In the new curriculum, emotions trump thought. The plan asks “How do we want TU students to feel?” The answer lies in the TU Commitment:

Accepted: Physically, emotionally and spiritually safe, valued for who you are and your potential now and forever.

Engaged: An active participant in your own learning to develop unique gifts and talents, not talked down to, you have a voice and a desire to be heard.

Empowered: So that your unique gifts and talents can be further developed for your personal growth, collaborative potential and the opportunity to bring value to others.

Self-discovery: Cultivate your intellectual curiosity and inquisitiveness.

Lost in this word jumble (self-discovery is not a feeling!) is the indisputable fact that the tastes, sentiments, and passions of undergraduates need to be disciplined and refined by knowledge, especially the sort taught in humanities and social science courses. Otherwise they are likely to remain emotionally as well as intellectually immature.
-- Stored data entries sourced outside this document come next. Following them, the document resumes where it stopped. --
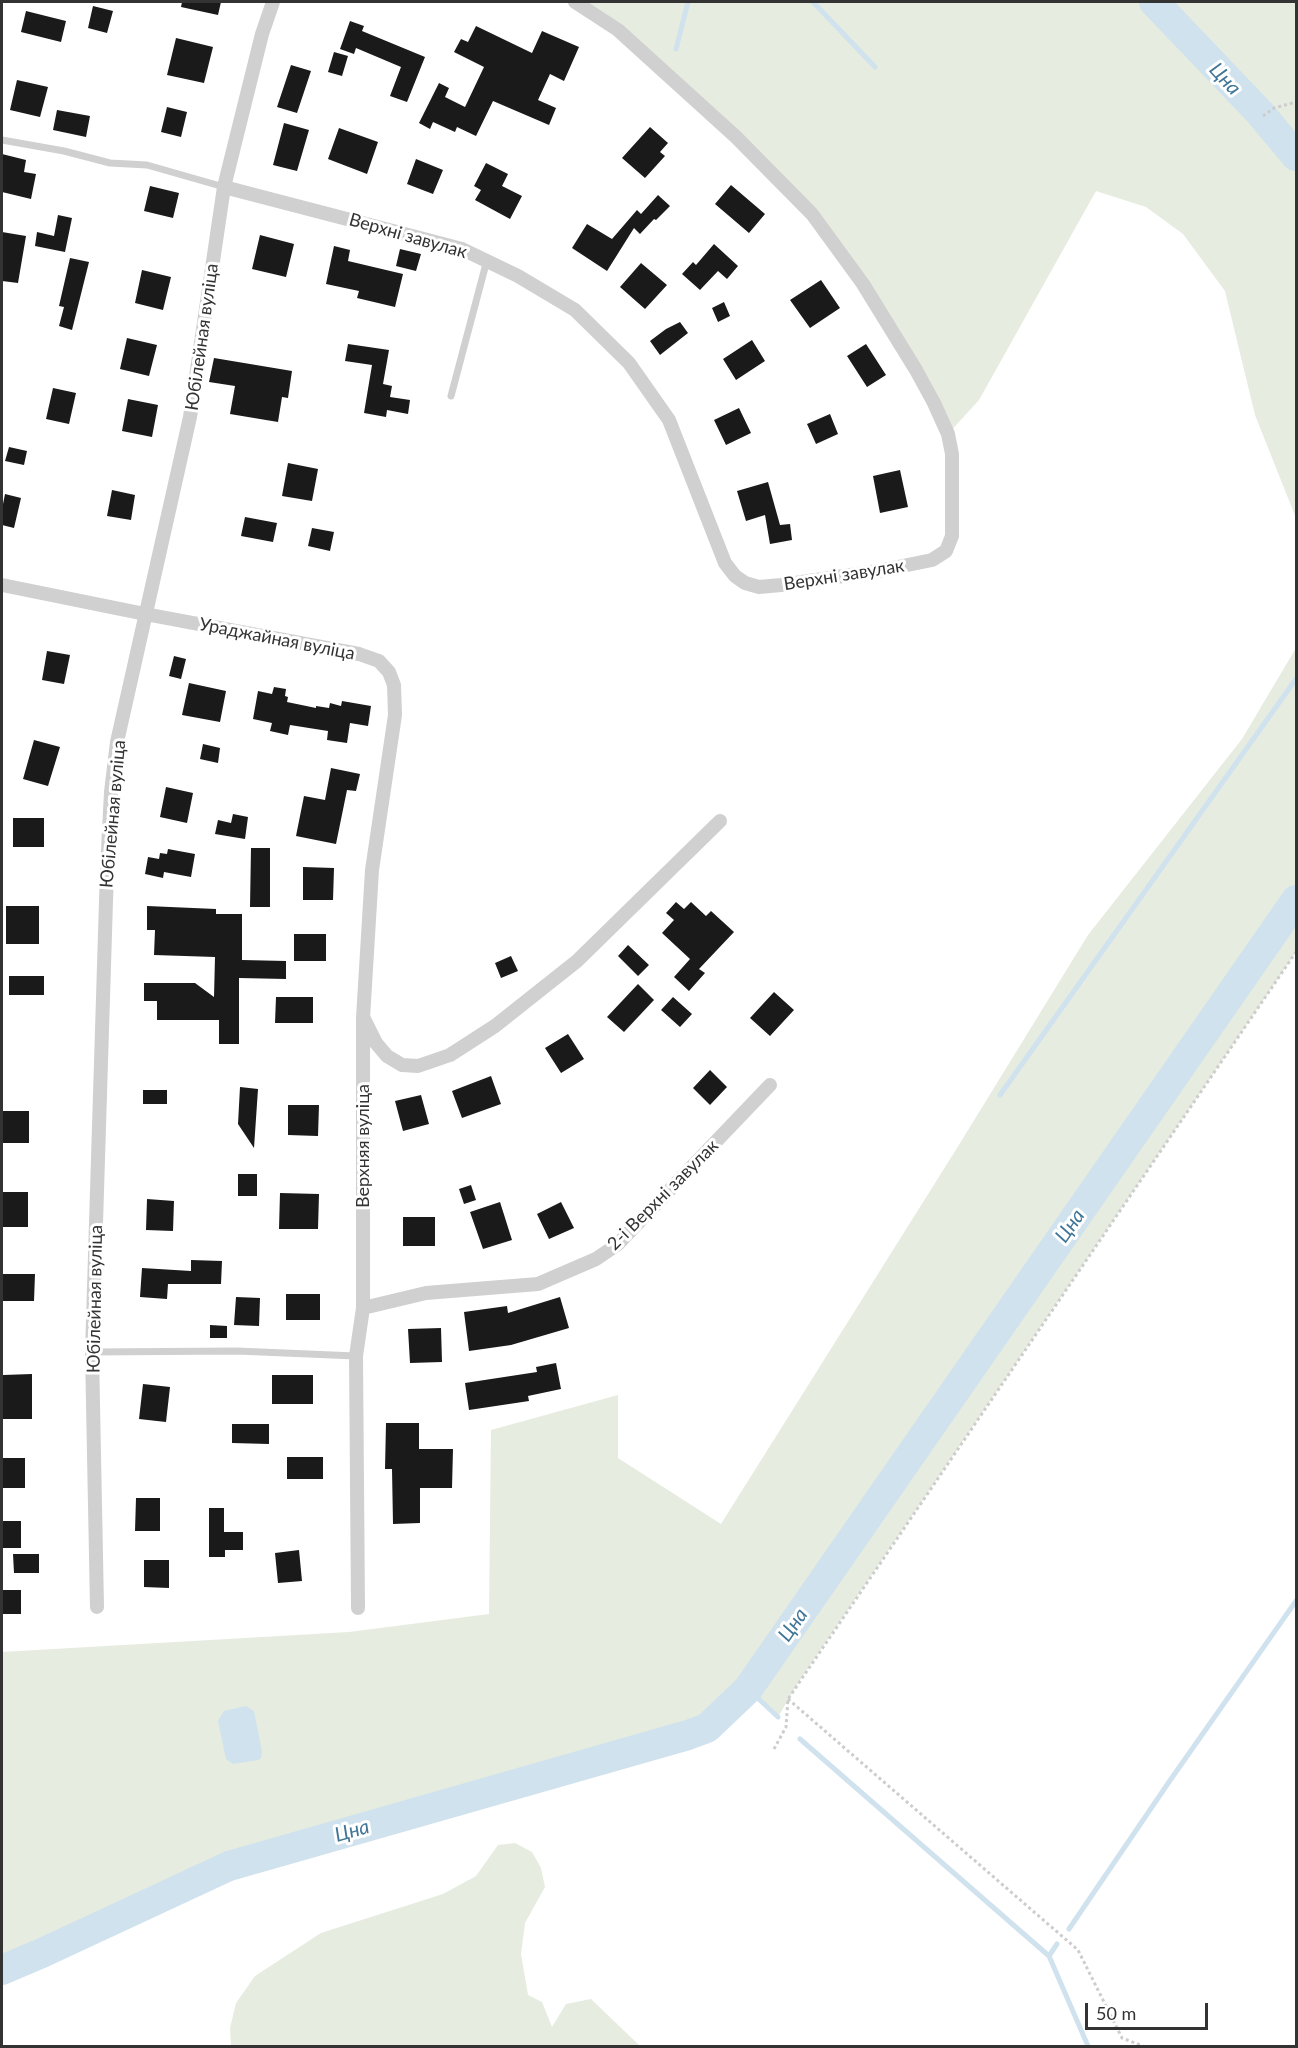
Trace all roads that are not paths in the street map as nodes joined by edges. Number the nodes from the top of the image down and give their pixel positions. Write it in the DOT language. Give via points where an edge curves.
graph roads {
  1 [pos="273,2"];
  2 [pos="575,2"];
  3 [pos="2,140"];
  4 [pos="224,187"];
  5 [pos="487,261"];
  6 [pos="452,396"];
  7 [pos="2,585"];
  8 [pos="146,614"];
  9 [pos="394,685"];
  10 [pos="720,821"];
  11 [pos="363,1018"];
  12 [pos="770,1085"];
  13 [pos="363,1308"];
  14 [pos="92,1352"];
  15 [pos="356,1356"];
  16 [pos="98,1607"];
  17 [pos="358,1608"];
  1 -- 4 [label="street, Юбілейная вуліца"];
  2 -- 5 [label="street, Верхні завулак" via="618,30 736,137 812,214 863,284 920,378 948,434 952,454 952,536 946,551 932,560 878,571 781,585 745,583 725,562 669,420 629,363 575,310"];
  3 -- 4 [label="lane" via="110,163 147,165"];
  4 -- 5 [label="street, Верхні завулак" via="462,249"];
  4 -- 8 [label="street, Юбілейная вуліца" via="190,417"];
  5 -- 6 [label="lane"];
  7 -- 8 [label="street, Ураджайная вуліца"];
  8 -- 9 [label="street, Ураджайная вуліца" via="359,654 379,661"];
  8 -- 14 [label="street, Юбілейная вуліца" via="117,742 111,792"];
  9 -- 11 [label="street, Верхняя вуліца" via="395,715 372,870"];
  10 -- 11 [label="street" via="577,961 495,1026 450,1055 418,1066 402,1065 376,1043"];
  11 -- 13 [label="street, Верхняя вуліца"];
  12 -- 13 [label="street, 2-і Верхні завулак" via="618,1245 596,1259 538,1284 426,1293"];
  13 -- 15 [label="street, Верхняя вуліца"];
  14 -- 15 [label="lane"];
  14 -- 16 [label="street, Юбілейная вуліца"];
  15 -- 17 [label="street, Верхняя вуліца"];
}
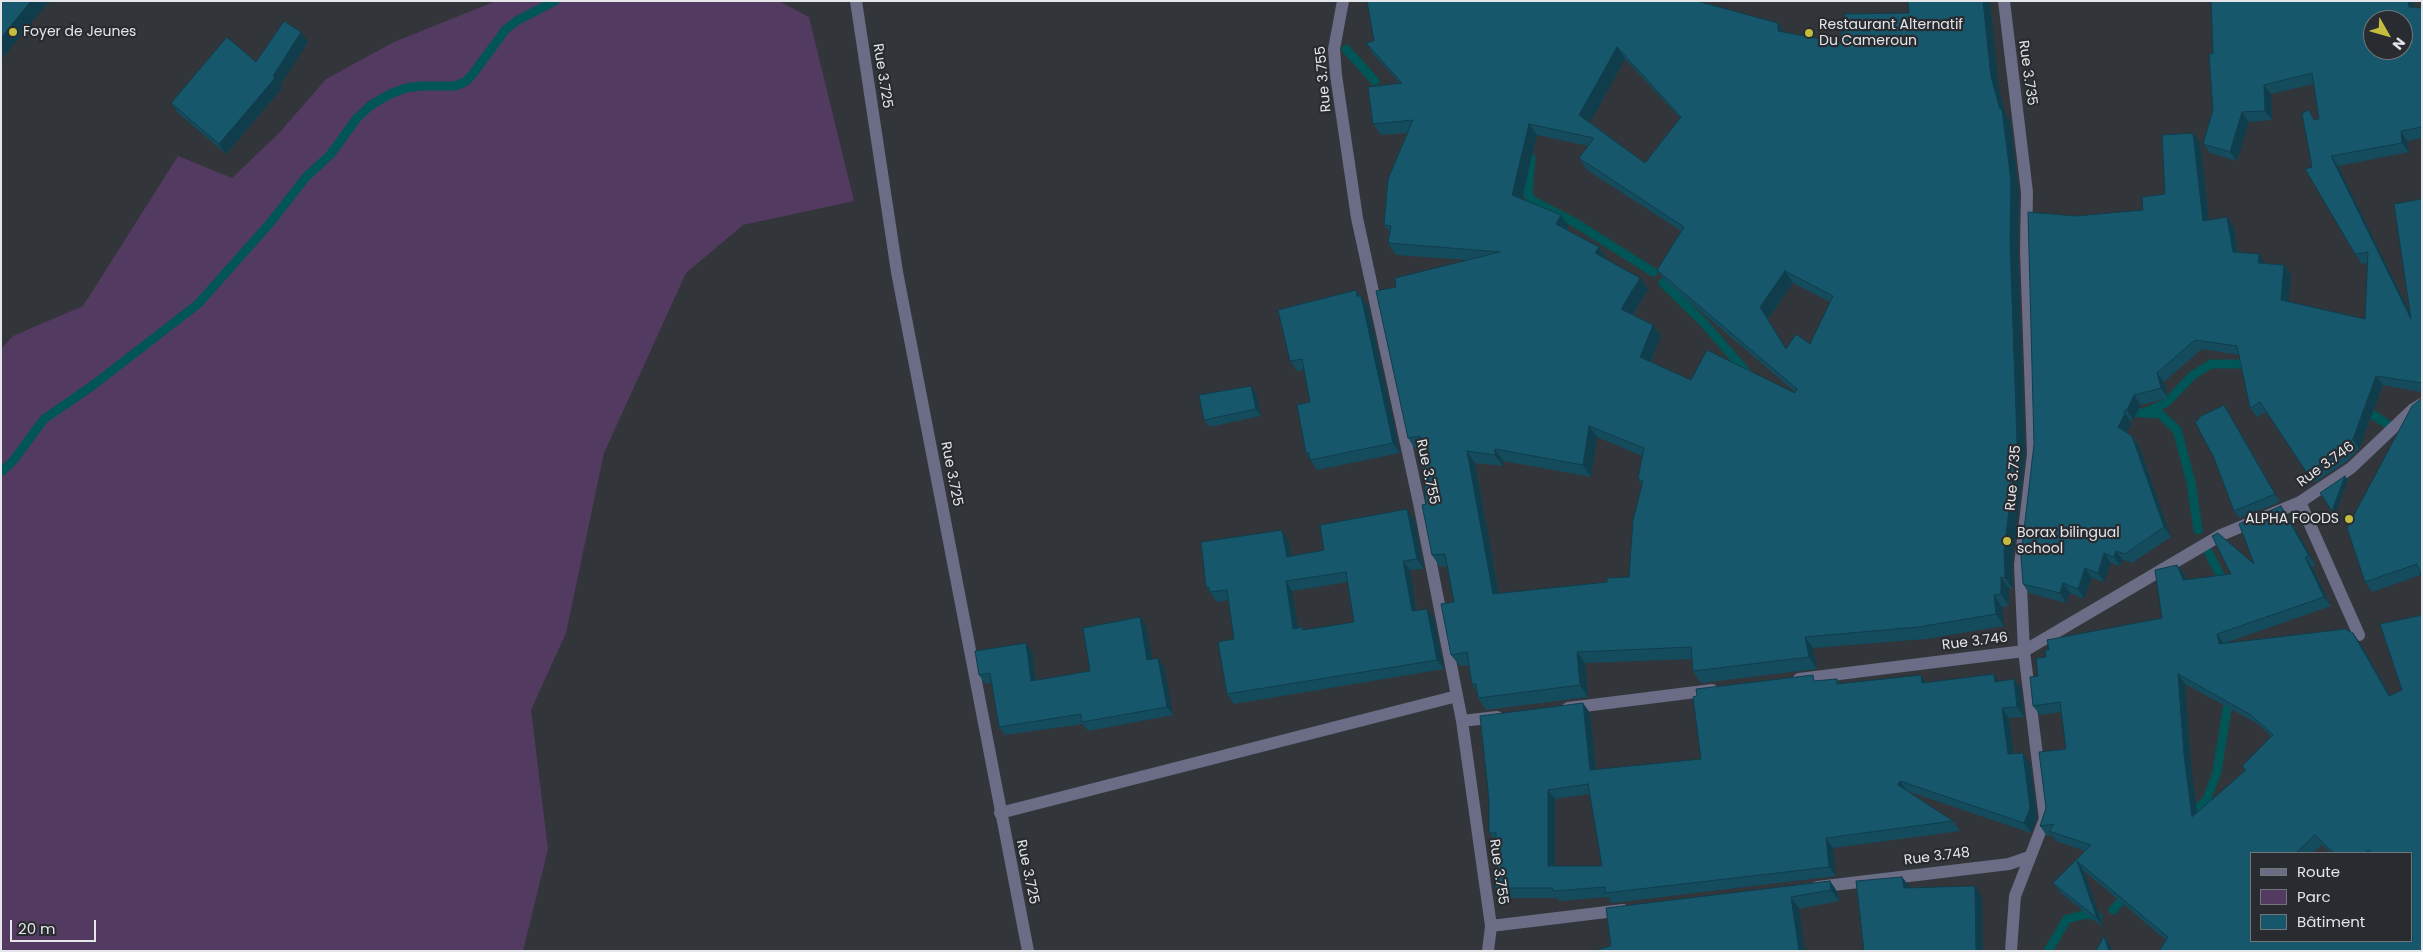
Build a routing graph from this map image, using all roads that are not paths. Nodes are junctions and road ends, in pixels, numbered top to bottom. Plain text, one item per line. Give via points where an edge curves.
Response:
1 (856, 1) edge
2 (1343, 1) edge
3 (2004, 1) edge
4 (2422, 404) edge
5 (2300, 502) junction
6 (2359, 635) dead end
7 (2024, 651) junction
8 (1787, 681) edge
9 (1728, 688) edge
10 (1457, 696) junction
11 (1551, 710) edge
12 (1512, 715) edge
13 (1462, 722) junction
14 (1000, 813) junction
15 (2029, 857) junction
16 (1804, 888) edge
17 (1637, 908) edge
18 (1490, 926) junction
19 (1028, 951) edge
20 (1488, 951) edge
21 (2011, 951) edge

1 - 14 street, Rue 3.725 via 897,272
2 - 10 street, Rue 3.755 via 1334,49 1357,218
3 - 7 street, Rue 3.735 via 2027,192 2033,454 2020,565
4 - 5 street, Rue 3.746 via 2351,468
5 - 6 street
5 - 7 street, Rue 3.746 via 2221,535
7 - 8 street, Rue 3.746
7 - 15 street, Rue 3.735 via 2046,819
9 - 11 street
10 - 13 street, Rue 3.755
10 - 14 street
12 - 13 street
13 - 18 street, Rue 3.755
14 - 19 street, Rue 3.725
15 - 16 street, Rue 3.748 via 2009,864
15 - 21 street, Rue 3.735 via 2015,896
17 - 18 street
18 - 20 street, Rue 3.755

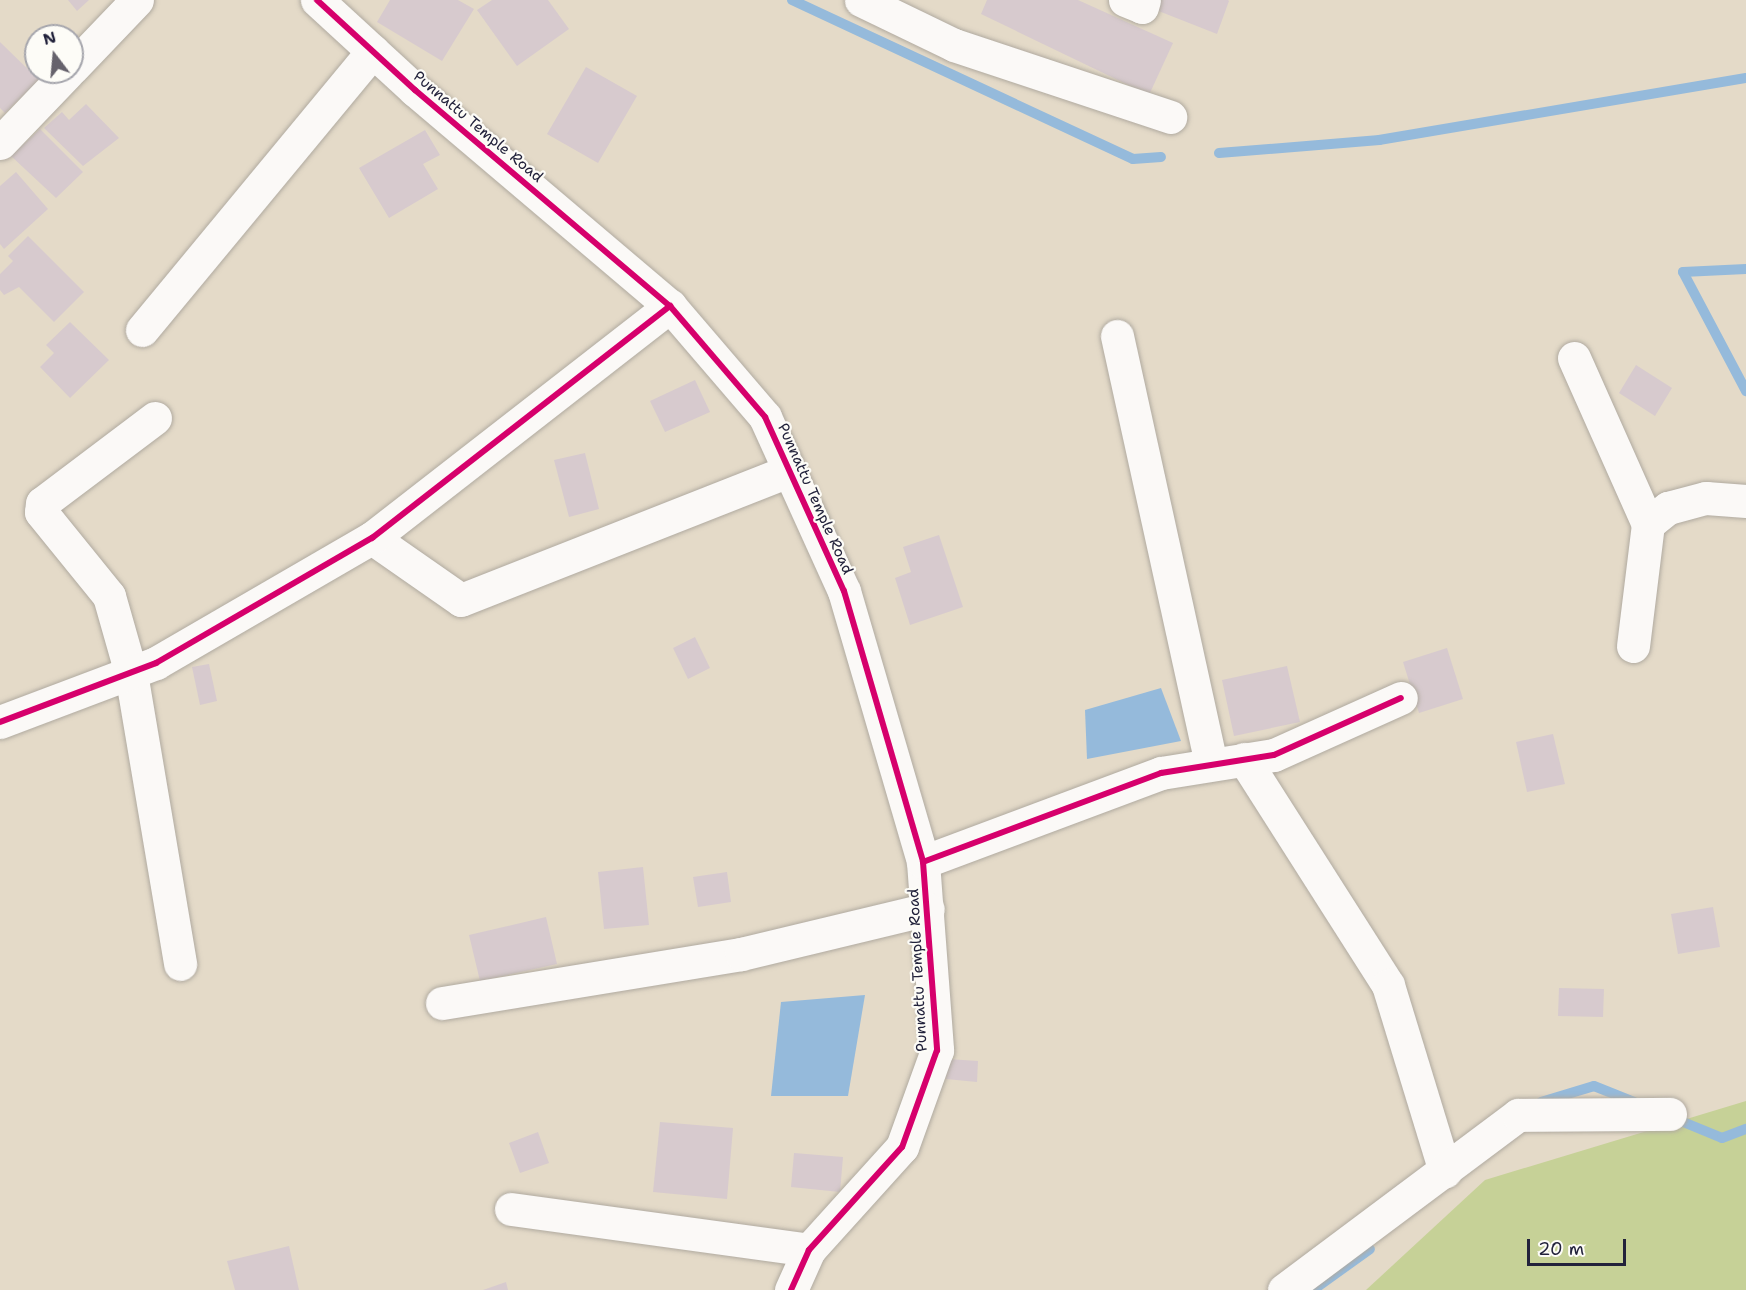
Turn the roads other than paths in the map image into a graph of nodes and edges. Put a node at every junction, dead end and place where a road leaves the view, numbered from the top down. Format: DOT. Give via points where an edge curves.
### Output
graph roads {
  1 [pos="137,0"];
  2 [pos="317,0"];
  3 [pos="861,0"];
  4 [pos="1125,0"];
  5 [pos="1144,0"];
  6 [pos="373,51"];
  7 [pos="84,55"];
  8 [pos="57,84"];
  9 [pos="1170,117"];
  10 [pos="0,143"];
  11 [pos="670,306"];
  12 [pos="142,330"];
  13 [pos="1117,336"];
  14 [pos="1574,358"];
  15 [pos="154,418"];
  16 [pos="789,471"];
  17 [pos="1746,501"];
  18 [pos="1648,524"];
  19 [pos="372,538"];
  20 [pos="1633,646"];
  21 [pos="130,673"];
  22 [pos="1401,698"];
  23 [pos="0,722"];
  24 [pos="1244,759"];
  25 [pos="1211,763"];
  26 [pos="924,862"];
  27 [pos="928,909"];
  28 [pos="180,964"];
  29 [pos="441,1003"];
  30 [pos="1670,1114"];
  31 [pos="1445,1171"];
  32 [pos="511,1209"];
  33 [pos="809,1250"];
  34 [pos="791,1290"];
  35 [pos="1284,1290"];
  1 -- 7 [label="street"];
  2 -- 6 [label="street, Punnattu Temple Road"];
  3 -- 9 [label="street" via="954,45"];
  4 -- 5 [label="street" via="1142,7"];
  6 -- 11 [label="street, Punnattu Temple Road"];
  6 -- 12 [label="street"];
  8 -- 10 [label="street"];
  11 -- 16 [label="street, Punnattu Temple Road" via="765,417"];
  11 -- 19 [label="street"];
  13 -- 25 [label="street"];
  14 -- 18 [label="street"];
  15 -- 21 [label="street" via="42,503 41,512 108,596"];
  16 -- 19 [label="street" via="461,600"];
  16 -- 26 [label="street, Punnattu Temple Road" via="844,591"];
  17 -- 18 [label="street" via="1706,498 1668,508"];
  18 -- 20 [label="street"];
  19 -- 21 [label="street" via="272,599 156,663"];
  21 -- 23 [label="street"];
  21 -- 28 [label="street"];
  22 -- 24 [label="street" via="1274,755"];
  24 -- 25 [label="street"];
  24 -- 31 [label="street" via="1388,985"];
  25 -- 26 [label="street" via="1161,773"];
  26 -- 27 [label="street, Punnattu Temple Road"];
  27 -- 29 [label="street" via="741,954"];
  27 -- 33 [label="street, Punnattu Temple Road" via="937,1050 902,1147"];
  30 -- 31 [label="street" via="1518,1115"];
  31 -- 35 [label="street"];
  32 -- 33 [label="street"];
  33 -- 34 [label="street, Punnattu Temple Road"];
}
But the clearest evidence of the plan’s inadequacy is furnished by its praise, echoed elsewhere by President Clancy, of a city that has come to exemplify colonial occupation, ideological indoctrination, and ethnic cleansing. “In energy-rich far west China, the new city of Karamay has 350,000 people and few buildings less than 10 years old. This model city for the future, built from the ground up in the past decade, has the ability to plan in [the] absence of tradition.”

Karamay, which Clancy visited in 2016, is in Xinjiang, a region where the plurality of residents are Uighurs. A 2014 New York Times article reported that profits from energy extraction in Karamay flow “mainly to the state-owned oil companies in Beijing and to the Communist Party, dominated by ethnic Han,” leaving “increasingly marginalized” Uighurs to contend with water shortages and severe pollution from coal gasification and coal-to-petrol projects. In 2014, the city banned people “with Islamic dress and long beards” from using buses and taxis. Today, Karamay and Xinjiang are home to detention camps where up to 1.8 million Uighurs and other Muslim minorities have been imprisoned for “reeducation”—“probably the largest internment of an ethnic or religious minority since the Holocaust,” according to one expert.

TU’s strategic plan serves as a warning to other universities about what not to do as they prepare for the future. A curriculum that trades the liberal arts for technical training robs students of an education and helps to pave the way to a dark, denuded, and thoroughly artificial world.

Jacob Howland

Jacob Howland is Director of the Intellectual Foundations Program at UATX, well known as the University of Austin. In 2018, he wrote Glaucon's Fate: History, Myth, and Character in Plato's Republic.